§ **Task**
Your job is to return every line of the listing holding the string "Reagan".

+--

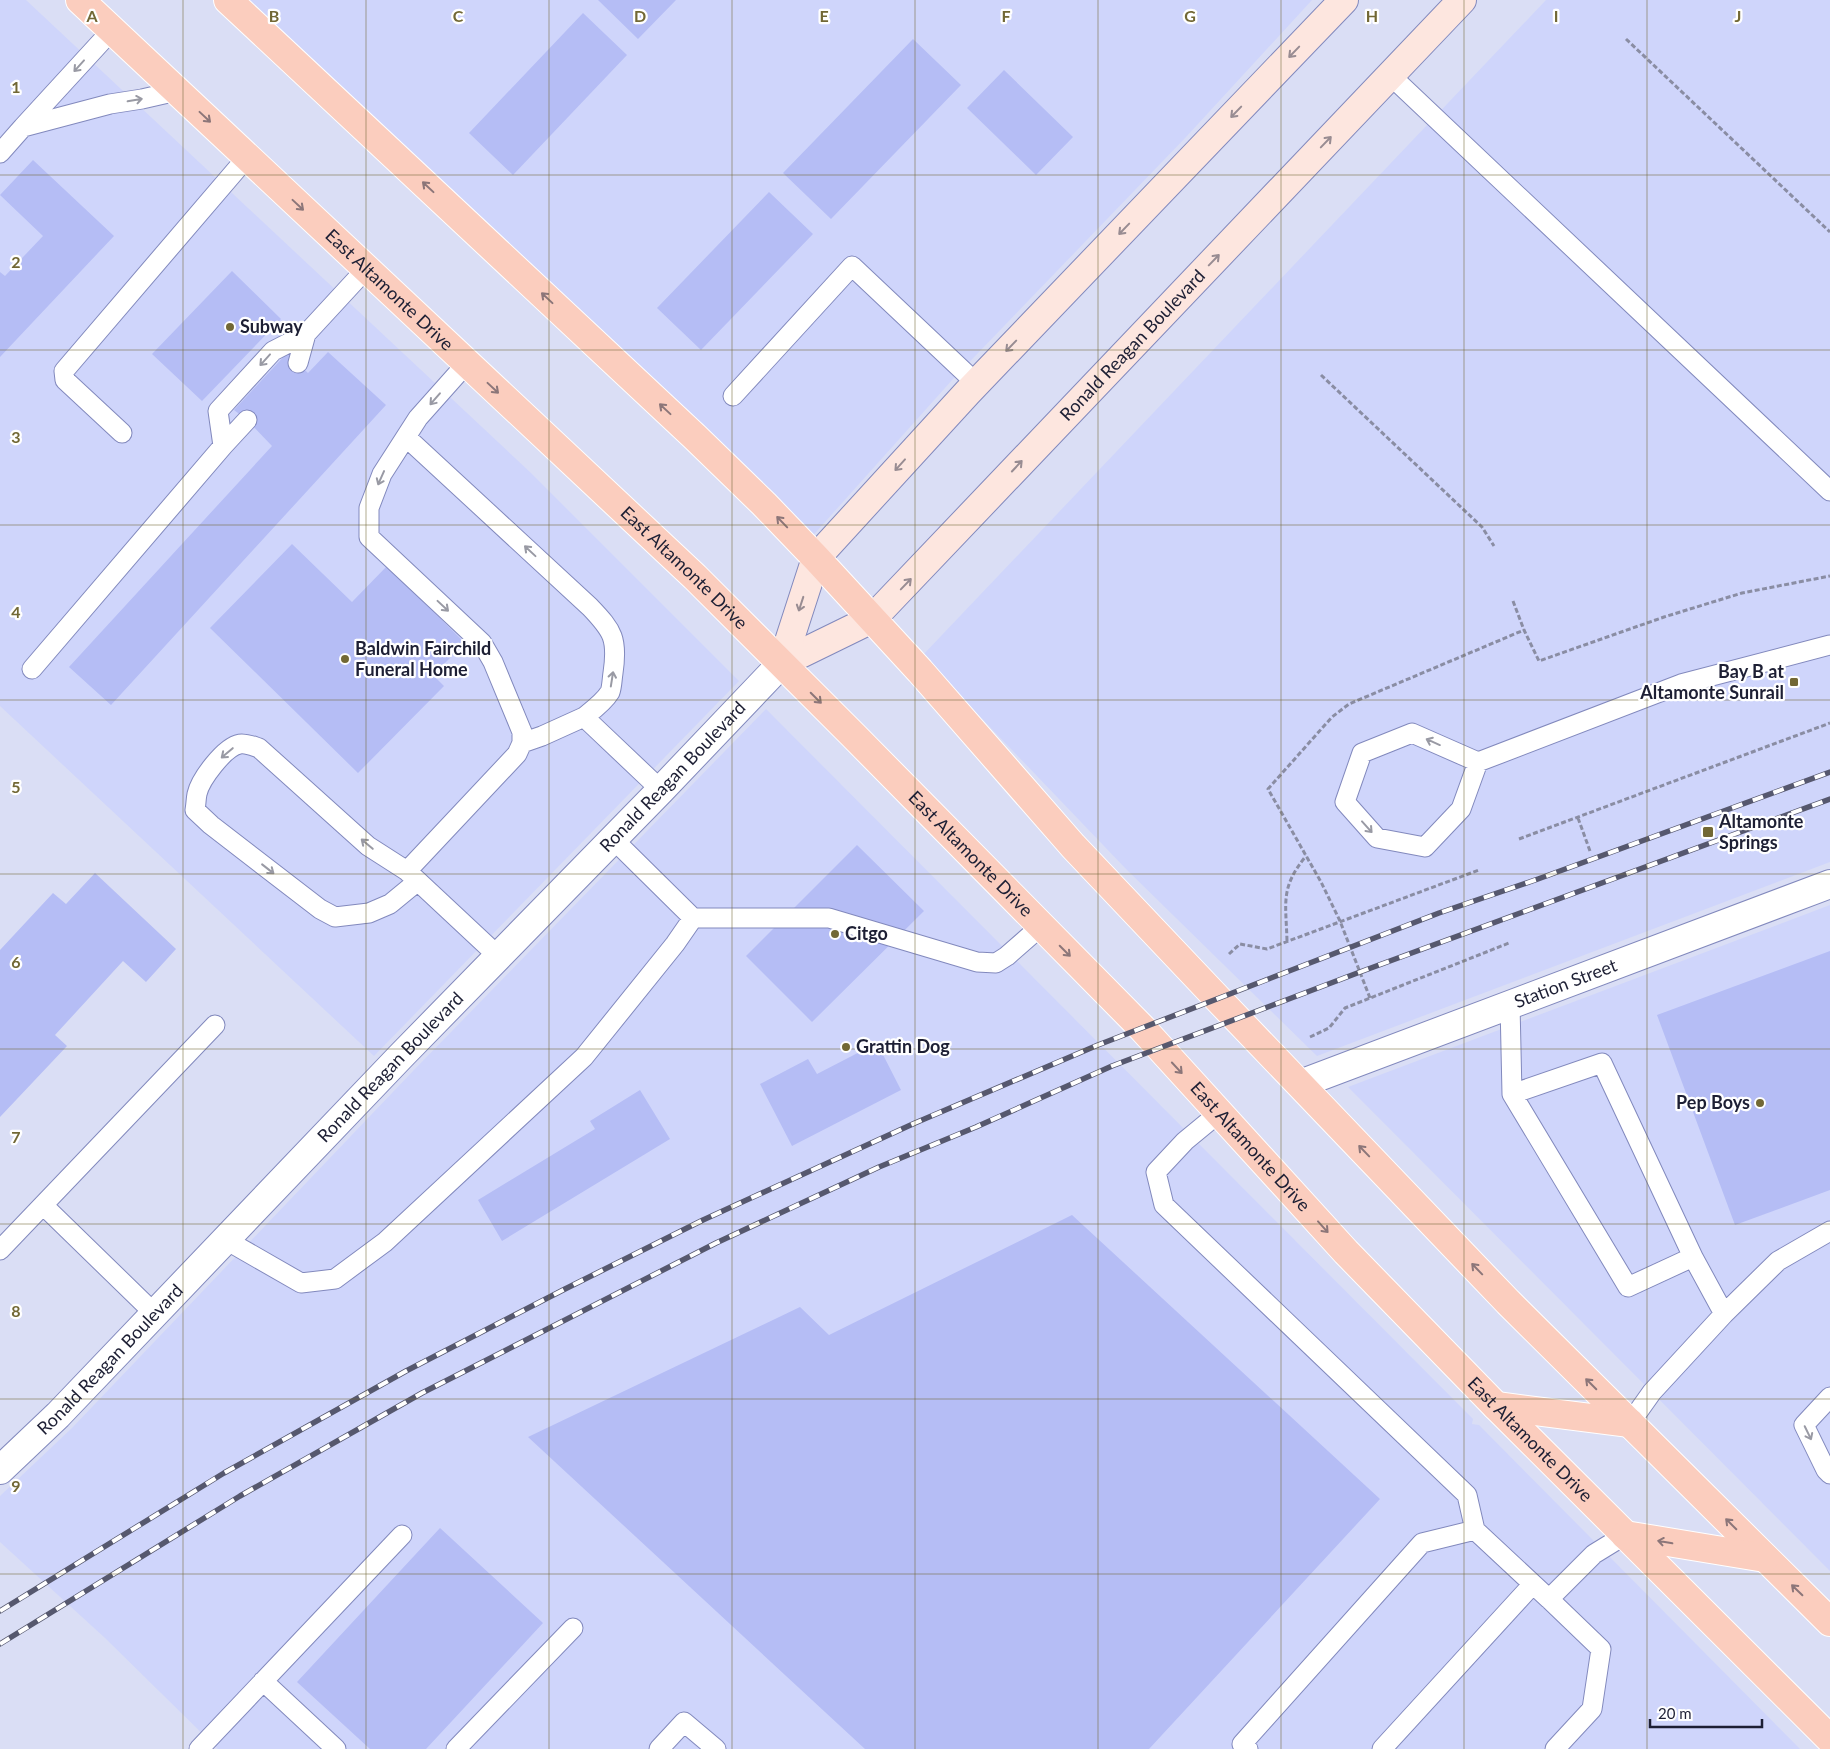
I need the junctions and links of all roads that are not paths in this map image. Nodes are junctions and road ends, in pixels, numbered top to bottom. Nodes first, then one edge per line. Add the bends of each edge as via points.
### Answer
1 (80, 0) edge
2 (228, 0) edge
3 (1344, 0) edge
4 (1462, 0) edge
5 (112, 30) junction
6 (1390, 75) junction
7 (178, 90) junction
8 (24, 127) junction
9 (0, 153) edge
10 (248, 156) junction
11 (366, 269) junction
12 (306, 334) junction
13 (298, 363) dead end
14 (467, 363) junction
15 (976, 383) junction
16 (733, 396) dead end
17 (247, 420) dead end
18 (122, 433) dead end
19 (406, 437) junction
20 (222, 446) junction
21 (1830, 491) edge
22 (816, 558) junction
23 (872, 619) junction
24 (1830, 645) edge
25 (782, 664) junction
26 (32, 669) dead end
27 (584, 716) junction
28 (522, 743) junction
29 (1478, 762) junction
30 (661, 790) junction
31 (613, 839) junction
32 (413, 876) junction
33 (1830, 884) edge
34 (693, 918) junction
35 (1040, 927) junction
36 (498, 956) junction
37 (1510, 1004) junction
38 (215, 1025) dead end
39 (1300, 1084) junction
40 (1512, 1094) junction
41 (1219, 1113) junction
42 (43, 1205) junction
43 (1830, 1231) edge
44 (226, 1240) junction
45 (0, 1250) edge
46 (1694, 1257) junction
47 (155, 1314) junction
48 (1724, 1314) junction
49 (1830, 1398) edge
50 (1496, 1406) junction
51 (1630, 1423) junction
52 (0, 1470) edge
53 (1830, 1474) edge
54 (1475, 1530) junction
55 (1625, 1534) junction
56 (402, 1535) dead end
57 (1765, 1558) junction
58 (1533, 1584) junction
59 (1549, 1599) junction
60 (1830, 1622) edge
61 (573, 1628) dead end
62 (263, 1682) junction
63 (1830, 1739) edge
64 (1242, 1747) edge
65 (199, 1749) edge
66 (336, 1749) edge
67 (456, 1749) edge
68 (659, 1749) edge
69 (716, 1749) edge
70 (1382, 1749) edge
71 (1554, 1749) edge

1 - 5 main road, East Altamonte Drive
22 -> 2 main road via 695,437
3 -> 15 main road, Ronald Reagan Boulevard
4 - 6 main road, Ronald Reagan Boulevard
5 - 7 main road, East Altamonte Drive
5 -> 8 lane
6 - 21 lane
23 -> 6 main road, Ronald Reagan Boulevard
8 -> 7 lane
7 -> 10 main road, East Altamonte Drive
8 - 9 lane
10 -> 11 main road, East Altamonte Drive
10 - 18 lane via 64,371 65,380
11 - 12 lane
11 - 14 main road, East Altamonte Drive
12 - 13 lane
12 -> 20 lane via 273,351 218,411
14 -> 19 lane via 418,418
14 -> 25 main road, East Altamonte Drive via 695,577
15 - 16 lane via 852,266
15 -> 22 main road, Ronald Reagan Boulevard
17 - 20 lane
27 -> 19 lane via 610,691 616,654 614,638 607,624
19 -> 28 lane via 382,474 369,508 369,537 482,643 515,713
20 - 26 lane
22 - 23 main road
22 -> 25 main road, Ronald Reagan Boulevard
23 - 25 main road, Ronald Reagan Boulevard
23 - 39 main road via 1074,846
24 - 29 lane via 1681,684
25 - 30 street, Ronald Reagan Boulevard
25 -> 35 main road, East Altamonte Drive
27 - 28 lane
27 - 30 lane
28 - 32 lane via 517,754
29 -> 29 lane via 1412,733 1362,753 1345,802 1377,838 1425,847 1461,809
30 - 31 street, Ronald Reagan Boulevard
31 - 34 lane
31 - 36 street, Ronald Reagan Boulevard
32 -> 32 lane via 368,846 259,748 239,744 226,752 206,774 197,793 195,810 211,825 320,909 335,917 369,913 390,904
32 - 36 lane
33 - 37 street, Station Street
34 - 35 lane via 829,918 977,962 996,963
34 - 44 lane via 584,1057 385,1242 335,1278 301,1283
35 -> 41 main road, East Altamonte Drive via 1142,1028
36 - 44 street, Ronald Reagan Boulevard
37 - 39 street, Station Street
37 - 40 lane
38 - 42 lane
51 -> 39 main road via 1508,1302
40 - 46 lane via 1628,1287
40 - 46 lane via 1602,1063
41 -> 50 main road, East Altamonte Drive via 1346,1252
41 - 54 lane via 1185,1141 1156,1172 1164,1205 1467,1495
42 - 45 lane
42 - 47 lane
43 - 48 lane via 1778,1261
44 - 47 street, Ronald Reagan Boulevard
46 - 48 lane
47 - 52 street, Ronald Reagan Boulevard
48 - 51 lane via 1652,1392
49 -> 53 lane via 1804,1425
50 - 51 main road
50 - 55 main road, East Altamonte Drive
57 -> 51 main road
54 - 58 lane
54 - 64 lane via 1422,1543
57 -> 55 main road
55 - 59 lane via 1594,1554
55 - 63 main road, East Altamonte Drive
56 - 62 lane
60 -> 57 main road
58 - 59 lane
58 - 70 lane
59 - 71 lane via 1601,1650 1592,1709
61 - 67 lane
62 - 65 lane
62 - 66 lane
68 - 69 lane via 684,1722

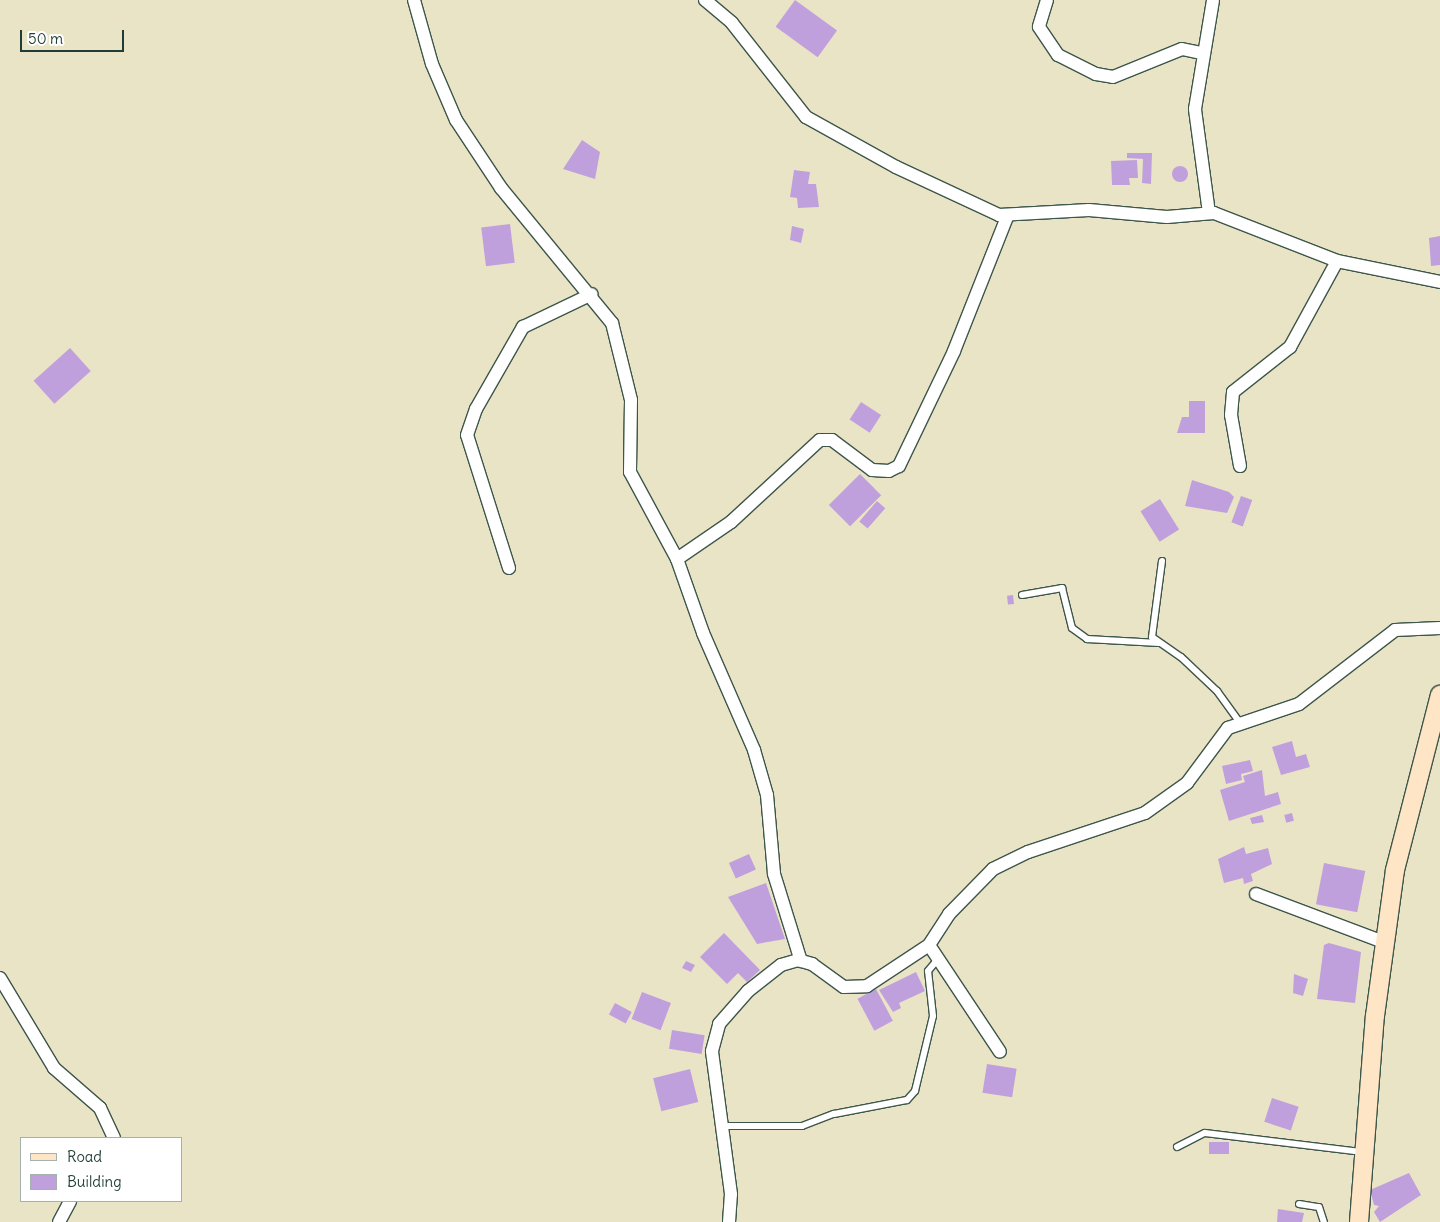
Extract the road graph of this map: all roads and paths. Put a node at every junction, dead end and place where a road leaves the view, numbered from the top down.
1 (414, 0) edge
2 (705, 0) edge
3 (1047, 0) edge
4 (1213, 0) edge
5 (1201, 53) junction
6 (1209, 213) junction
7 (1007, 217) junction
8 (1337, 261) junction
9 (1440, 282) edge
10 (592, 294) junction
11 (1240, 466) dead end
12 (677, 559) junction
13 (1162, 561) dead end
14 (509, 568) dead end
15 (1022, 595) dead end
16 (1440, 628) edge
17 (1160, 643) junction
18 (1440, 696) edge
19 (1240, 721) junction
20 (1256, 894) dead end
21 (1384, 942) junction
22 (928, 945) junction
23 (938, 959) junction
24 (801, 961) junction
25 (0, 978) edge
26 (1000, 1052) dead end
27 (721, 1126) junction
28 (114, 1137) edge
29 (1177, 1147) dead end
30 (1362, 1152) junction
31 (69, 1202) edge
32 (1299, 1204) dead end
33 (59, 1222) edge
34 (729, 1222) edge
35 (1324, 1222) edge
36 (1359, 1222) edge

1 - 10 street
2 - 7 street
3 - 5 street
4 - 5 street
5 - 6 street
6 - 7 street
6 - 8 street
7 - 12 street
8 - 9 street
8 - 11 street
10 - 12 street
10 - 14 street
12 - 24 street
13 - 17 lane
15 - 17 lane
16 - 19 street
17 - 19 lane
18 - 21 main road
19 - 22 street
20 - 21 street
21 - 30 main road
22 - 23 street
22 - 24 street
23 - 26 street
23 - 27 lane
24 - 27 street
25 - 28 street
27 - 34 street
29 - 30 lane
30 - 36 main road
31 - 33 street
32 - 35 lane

+--

§ **Exercise solution**
3 -> 15 main road, Ronald Reagan Boulevard
4 - 6 main road, Ronald Reagan Boulevard
23 -> 6 main road, Ronald Reagan Boulevard
15 -> 22 main road, Ronald Reagan Boulevard
22 -> 25 main road, Ronald Reagan Boulevard
23 - 25 main road, Ronald Reagan Boulevard
25 - 30 street, Ronald Reagan Boulevard
30 - 31 street, Ronald Reagan Boulevard
31 - 36 street, Ronald Reagan Boulevard
36 - 44 street, Ronald Reagan Boulevard
44 - 47 street, Ronald Reagan Boulevard
47 - 52 street, Ronald Reagan Boulevard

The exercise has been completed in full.